Similarly, Sivri and Güler-Uysal found no correlation between mononeuritis and the immunological data in the serum of RA patients (i.e., RF), which is in contrast with the finding by other study [42]. This could be explained by the implication of a number of multiple factors in determining the clinical signs of disease (i.e., nonsteroidal anti-inflammatory drugs, NSAIDs). The single center, tertiary referral center-based patient population and small number of subjects might also explain the result.

Several limitations which compromised their external validity were identified in the specific studies, mainly by their authors. In terms of reporting complications, methods varied considerably. In this review, incidence was determined from studies of varying sample sizes across multiple age groups. Data collection was retrospective [14, 19, 29, 32]. Hence, patient assessment might have been incomplete, rendering it difficult to analyze details of NPSLE syndromes [13] or missing PN initial events [20]; secondly, other CNS manifestations, such as headaches, anxiety, cognitive dysfunction, and autonomic disorders, may have been missed; thus, their prevalence has been underestimated [19, 30]. Finally, the cause of death by autopsy was not always performed; thus, authors could not conclude whether death was related to SLE-mediated organ dysfunction or other diseases [15]. Perhaps due to methodological limitations it was not possible to determine if the associations between medication use with the occurrence of NP events and renal disease were independent of each other [9].

Notwithstanding, this review is not without its limitations. There are a small number of studies available for analysis. One limitation of this review is that a limited number of databases were searched. Consequently, there is always the possibility that we overlooked studies in other databases published before 1980. In addition, there is always the possibility of publication bias due to underreported negative results and grey literature.

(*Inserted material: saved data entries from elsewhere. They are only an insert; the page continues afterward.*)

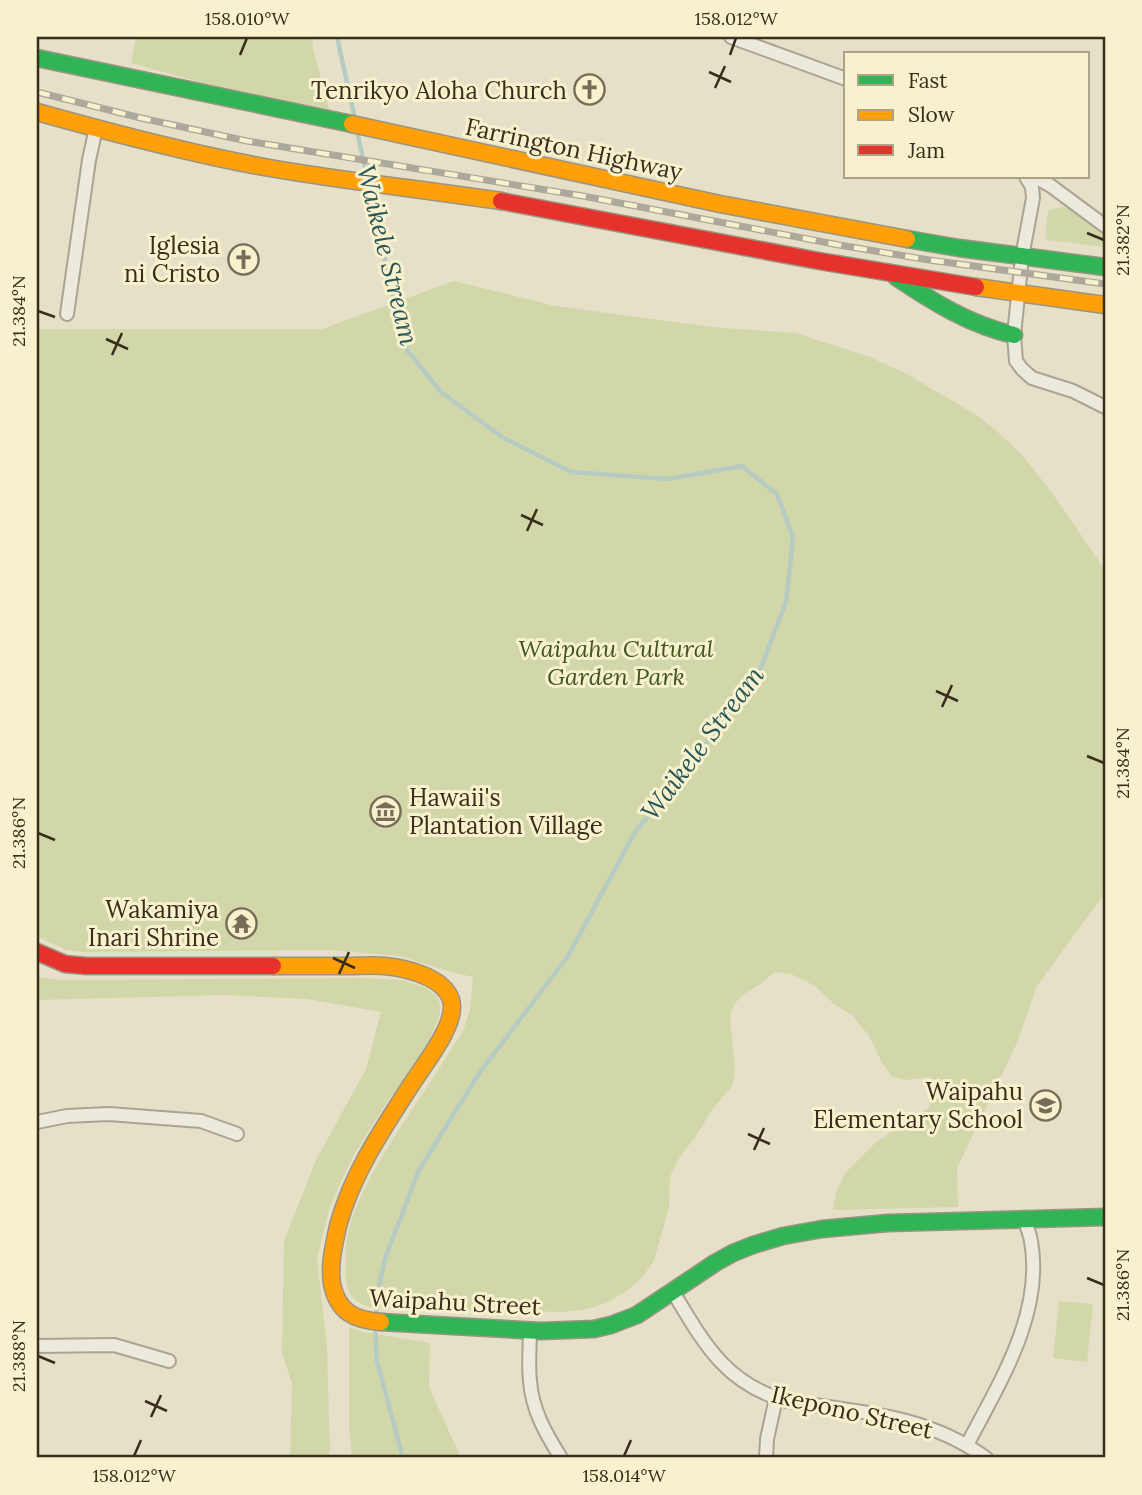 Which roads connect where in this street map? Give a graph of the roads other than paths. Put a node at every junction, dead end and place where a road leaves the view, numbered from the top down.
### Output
1 (731, 37) edge
2 (37, 58) edge
3 (844, 78) edge
4 (37, 113) edge
5 (96, 128) junction
6 (1027, 178) edge
7 (1037, 178) edge
8 (1105, 226) edge
9 (1022, 257) junction
10 (1105, 267) edge
11 (890, 273) junction
12 (1018, 294) junction
13 (1105, 305) edge
14 (67, 314) dead end
15 (1014, 335) junction
16 (1105, 407) edge
17 (37, 952) edge
18 (37, 1122) edge
19 (237, 1134) dead end
20 (1105, 1217) edge
21 (1024, 1220) junction
22 (673, 1292) junction
23 (530, 1329) junction
24 (37, 1346) edge
25 (169, 1361) dead end
26 (776, 1398) junction
27 (967, 1446) junction
28 (562, 1458) edge
29 (766, 1458) edge
30 (986, 1458) edge

1 - 3 street
2 - 9 main road, Farrington Highway
4 - 5 main road
5 - 11 main road
5 - 14 street
6 - 9 street
7 - 8 street
9 - 10 main road, Farrington Highway
9 - 12 street
11 - 12 main road
11 - 15 main road
12 - 13 main road
12 - 15 street
15 - 16 street
17 - 23 main road, Waipahu Street
18 - 19 street
20 - 21 main road, Waipahu Street
21 - 22 main road, Waipahu Street
21 - 27 street
22 - 23 main road, Waipahu Street
22 - 26 street, Ikepono Street
23 - 28 street
24 - 25 street
26 - 27 street, Ikepono Street
26 - 29 street
27 - 30 street, Ikepono Street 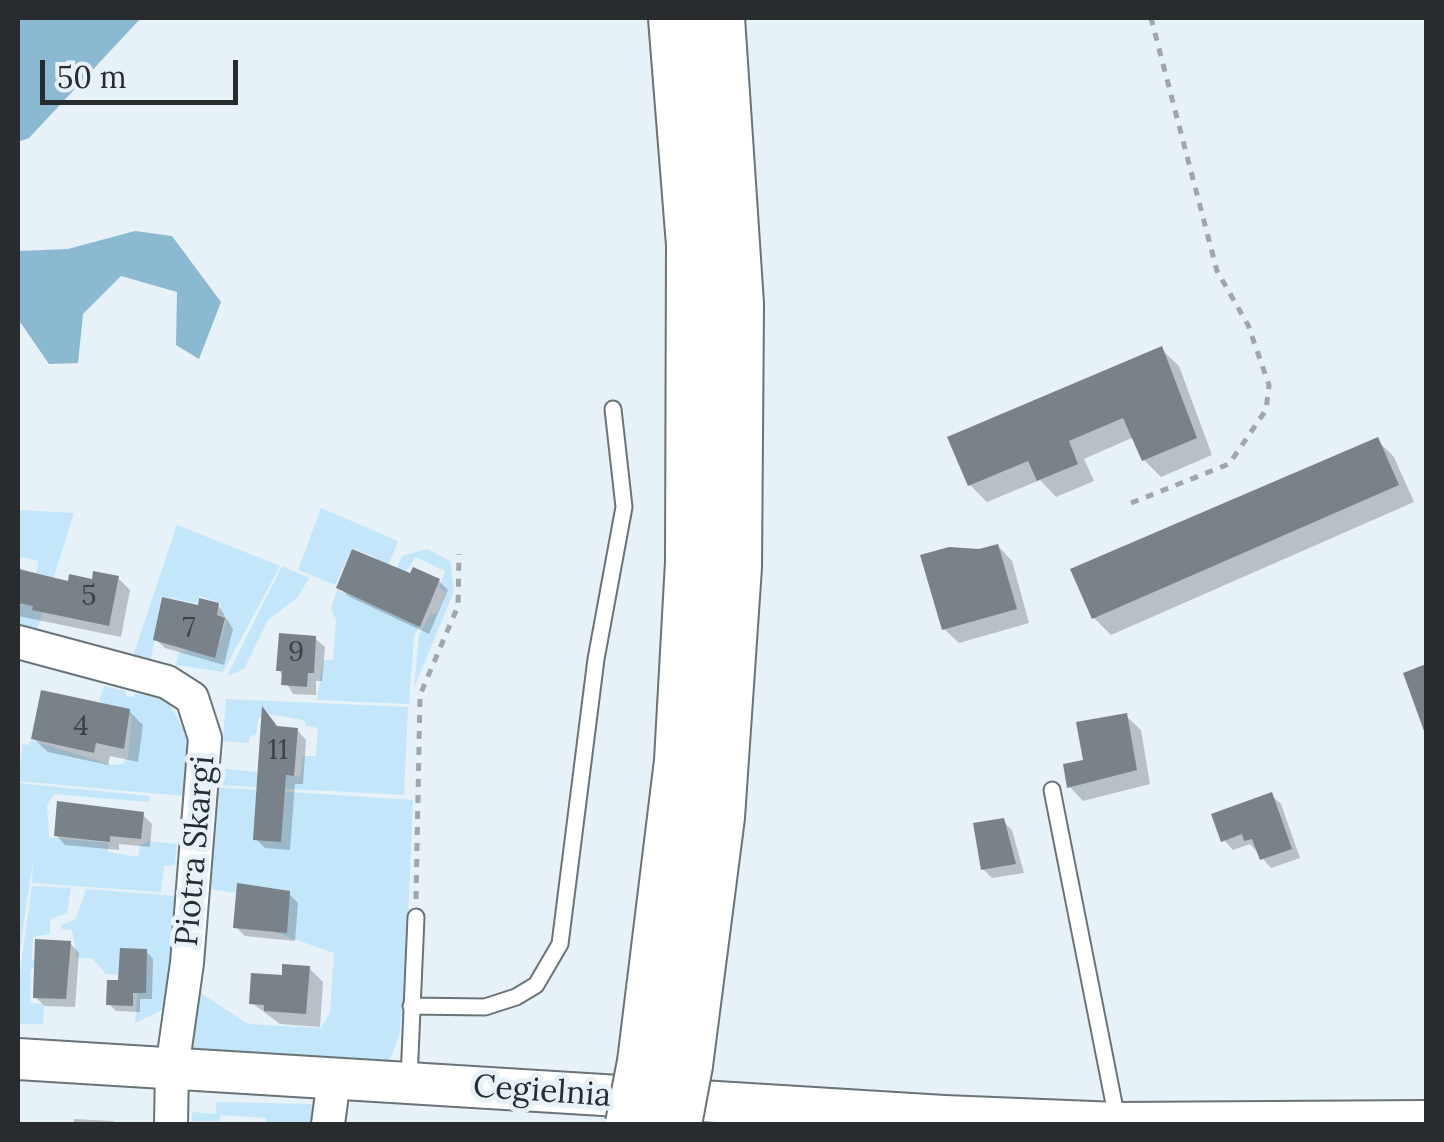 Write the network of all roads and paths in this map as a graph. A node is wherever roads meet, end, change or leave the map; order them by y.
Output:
1 (674, 18) edge
2 (719, 18) edge
3 (1150, 18) edge
4 (612, 409) dead end
5 (1131, 503) dead end
6 (459, 554) dead end
7 (18, 642) edge
8 (1052, 790) dead end
9 (416, 917) joint
10 (412, 1006) junction
11 (18, 1059) edge
12 (665, 1064) junction
13 (172, 1069) junction
14 (334, 1079) junction
15 (408, 1083) junction
16 (1426, 1121) edge
17 (1117, 1123) edge
18 (171, 1124) edge
19 (328, 1124) edge
20 (632, 1124) edge
21 (676, 1124) edge
22 (1215, 1124) edge

1 - 12 main road
2 - 12 main road
3 - 5 path
4 - 10 lane
6 - 9 path
7 - 13 street, Piotra Skargi
8 - 17 lane
9 - 10 lane
10 - 15 lane
11 - 13 street, Cegielnia
12 - 20 main road, bridge
12 - 21 main road, bridge
13 - 14 street, Cegielnia
13 - 18 street, Piotra Skargi
14 - 15 street, Cegielnia
14 - 19 street
15 - 17 street, Cegielnia
16 - 22 street, Cegielnia
17 - 22 street, Cegielnia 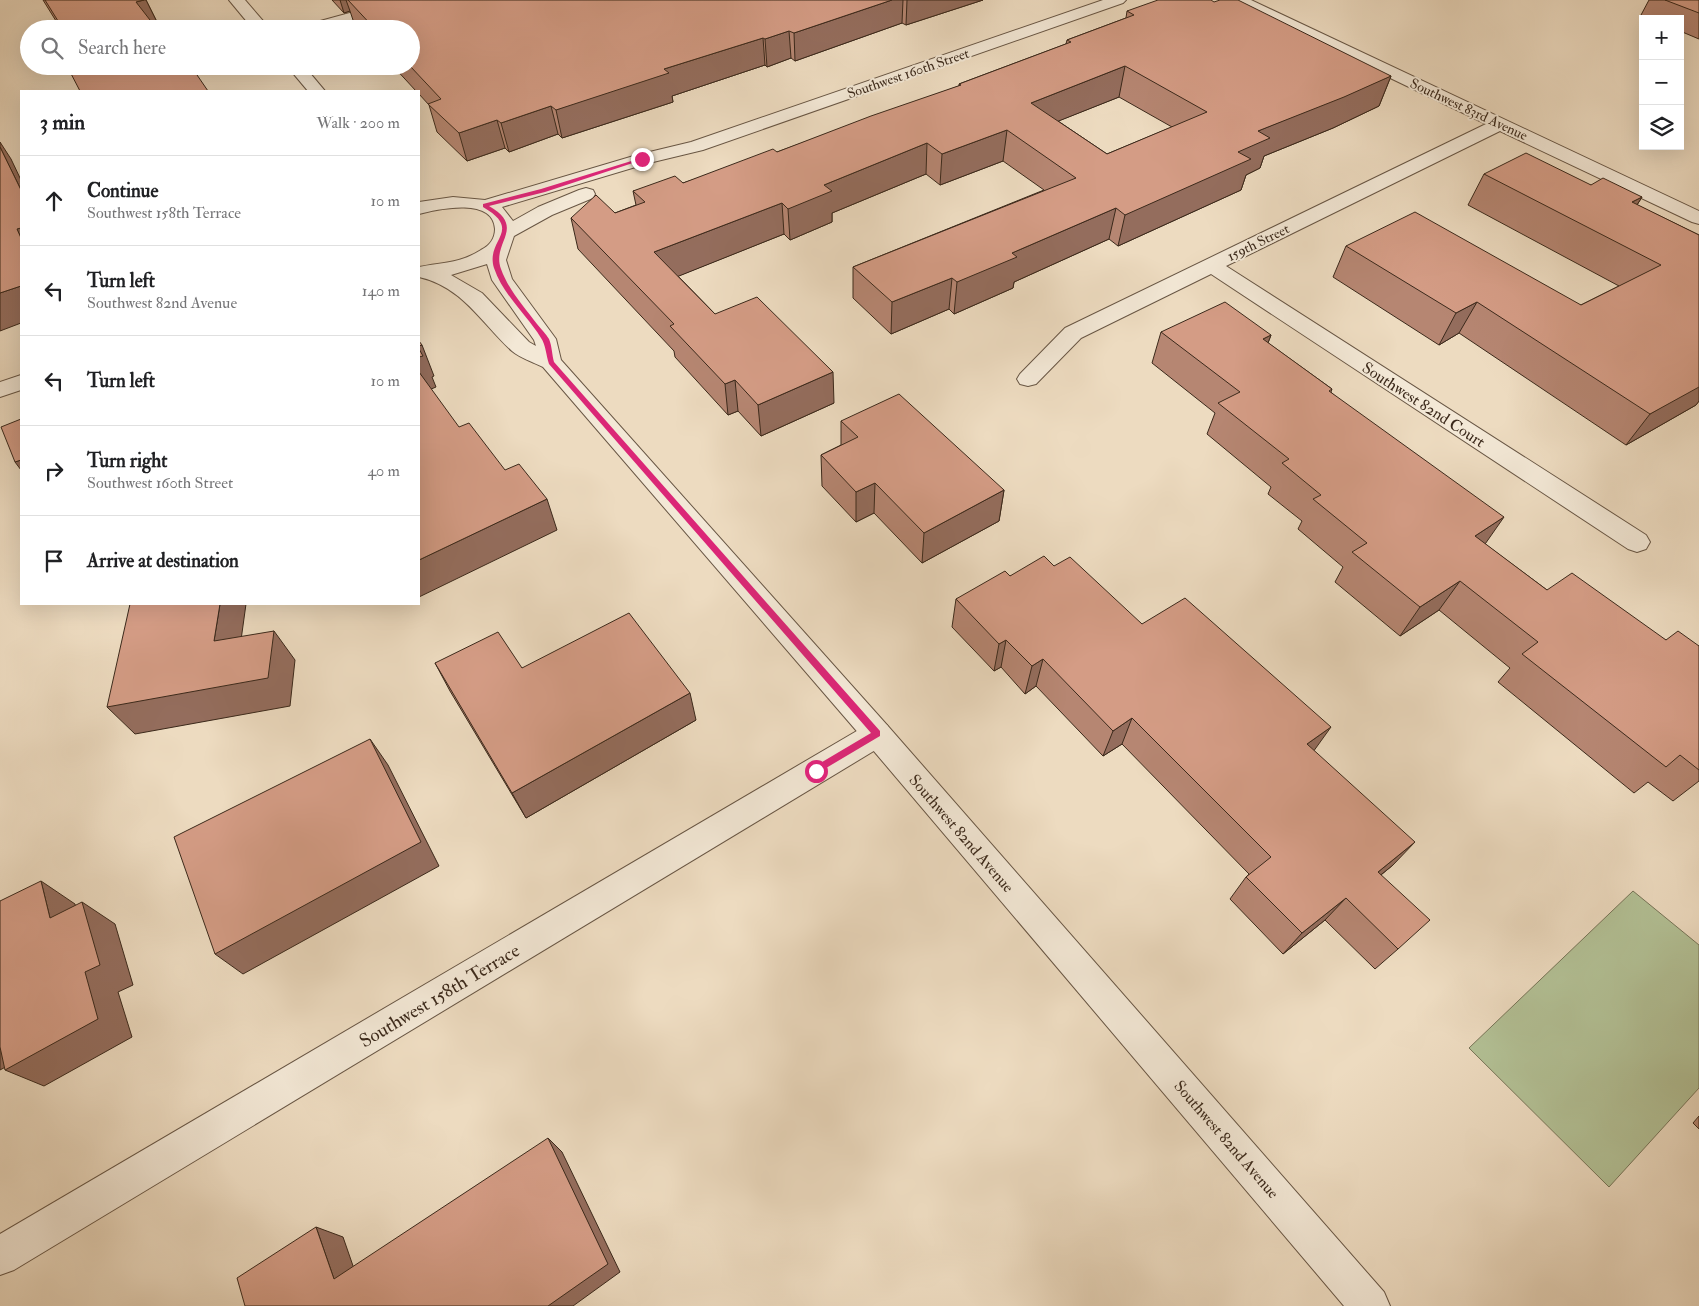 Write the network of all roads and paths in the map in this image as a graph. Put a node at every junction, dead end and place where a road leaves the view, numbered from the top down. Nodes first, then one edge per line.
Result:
1 (237, 0) edge
2 (414, 0) edge
3 (1118, 0) edge
4 (1239, 0) edge
5 (254, 20) edge
6 (341, 20) edge
7 (303, 75) edge
8 (315, 90) edge
9 (1500, 124) junction
10 (697, 146) junction
11 (423, 188) dead end
12 (446, 202) junction
13 (484, 206) junction
14 (420, 208) edge
15 (1699, 218) edge
16 (502, 239) junction
17 (1211, 265) junction
18 (425, 272) edge
19 (551, 362) junction
20 (1028, 379) dead end
21 (20, 382) edge
22 (0, 390) edge
23 (1637, 542) dead end
24 (877, 734) junction
25 (0, 1256) edge
26 (1370, 1306) edge

1 - 5 street
2 - 6 street
3 - 10 street, Southwest 160th Street
4 - 9 street, Southwest 83rd Avenue
7 - 8 street
9 - 15 street, Southwest 83rd Avenue
9 - 17 street, 159th Street
10 - 13 street, Southwest 160th Street
10 - 16 street, Southwest 160th Street
11 - 12 street
12 - 13 street
12 - 14 street
13 - 16 street
16 - 18 street, Southwest 160th Street
16 - 19 street, Southwest 82nd Avenue
17 - 20 street, 159th Street
17 - 23 street, Southwest 82nd Court
18 - 19 street, Southwest 82nd Avenue
19 - 24 street, Southwest 82nd Avenue
21 - 22 street
24 - 25 street, Southwest 158th Terrace
24 - 26 street, Southwest 82nd Avenue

However, the use of fewer search limits increases the sensitivity of the search method.

5. Conclusions

Despite the abovementioned limitations, this systematic review provides foundation for further research on the pathophysiology of immune system among the vasculature of the CNS and PNS. It is still a matter of debate whether the CNS and PNS manifestations of RA, SLE, and pSS are direct effect of these diseases or secondary such as side effects of corticosteroids and other immunosuppressive therapies or multiple systemic organ dysfunction (i.e., drug or SLE-mediated multiorgan induced psychosis). Τo date, no laboratory test, that is, autoantibodies, has been shown as pathognomonic neither for CNS nor for PNS involvement in these connective tissue disorders. Prospective multicenter studies are warrant for further confirmations.

Conflict of Interests

The authors declare that there is no conflict of interests regarding the publication of this paper.